Sonra, aşağılarda, yemyeşil ağaçların arasında ağır sessiz akan Tuna’ya takılmış tedirgin gözlerimi arkadaşıma çevirerek hep merak ettiğim soruyu soruyorum; “ Günlerdir atalarımızın birbirini doğradığı mekânları dolaşıyoruz, beraberken hiç beyninde, ruhunda şöven rüzgârlar esiyor mu? “
Boşnak, Hırvat, Sırplar ve Makedonların mensup olduğu Güvey Slav ırkının güzelliğini ve ruh halini yansıtan şûh bir kahkaha ile cevaplıyor; “ Hiç umurumda değil, beş yüz öncesinin kinini yaşatamam. Ben, yarınlarımı emperyal güçlerden kurtarmanın derdindeyim.
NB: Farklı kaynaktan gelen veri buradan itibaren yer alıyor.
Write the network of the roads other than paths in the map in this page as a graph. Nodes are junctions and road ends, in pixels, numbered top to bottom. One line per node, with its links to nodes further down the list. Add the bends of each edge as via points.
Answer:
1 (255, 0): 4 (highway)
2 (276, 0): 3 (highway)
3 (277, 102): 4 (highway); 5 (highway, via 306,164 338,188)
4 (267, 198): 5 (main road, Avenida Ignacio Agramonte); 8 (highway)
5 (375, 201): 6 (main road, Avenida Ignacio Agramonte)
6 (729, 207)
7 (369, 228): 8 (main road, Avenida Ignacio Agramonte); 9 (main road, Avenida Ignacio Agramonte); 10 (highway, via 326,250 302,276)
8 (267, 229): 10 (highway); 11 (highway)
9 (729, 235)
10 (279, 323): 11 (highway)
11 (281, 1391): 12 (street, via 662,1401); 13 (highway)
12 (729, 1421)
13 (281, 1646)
Ama; bir tarihsel olgu var ki; tüm Sırpların belleğine genetik olarak kodlanmıştır, her şeyi unuturlar ama Aziz Sava üzerinden Sırpların inancının aşağılanmasını unutamazlar. “
Ve kısaca anlatıyor; Aziz Sava, Sırbistan’ın Nemanjic Hanedanı’nın kurucusu Stefan Nemanjia’nın oğlu olan bir prens iken, Hanedanı terk ederek din adamı olmayı seçiyor ve Sırp Ortodoks Kilisesini kuruyor. Zamanla, gösterdiği mucizeler ve barış çabaları ile tüm Balkan halkları ve Türkler tarafından da seviliyor ve ölümünden sonra konulduğu Mileşeva Manastırı ziyâretgâh haline geliyor.
1594 yılında Banat’ta ayaklanan Sırpları cezalandırıp gözdağı vermek için Sadrazam Sinan Paşa, Aziz Sava’nın kemiklerinin muhafaza edildiği sandukayı, Belgrad’ın en yüksek tepesine getirerek, zoraki getirttiği Sırpların önünde büyük bir ateş içinde yaktırıyor.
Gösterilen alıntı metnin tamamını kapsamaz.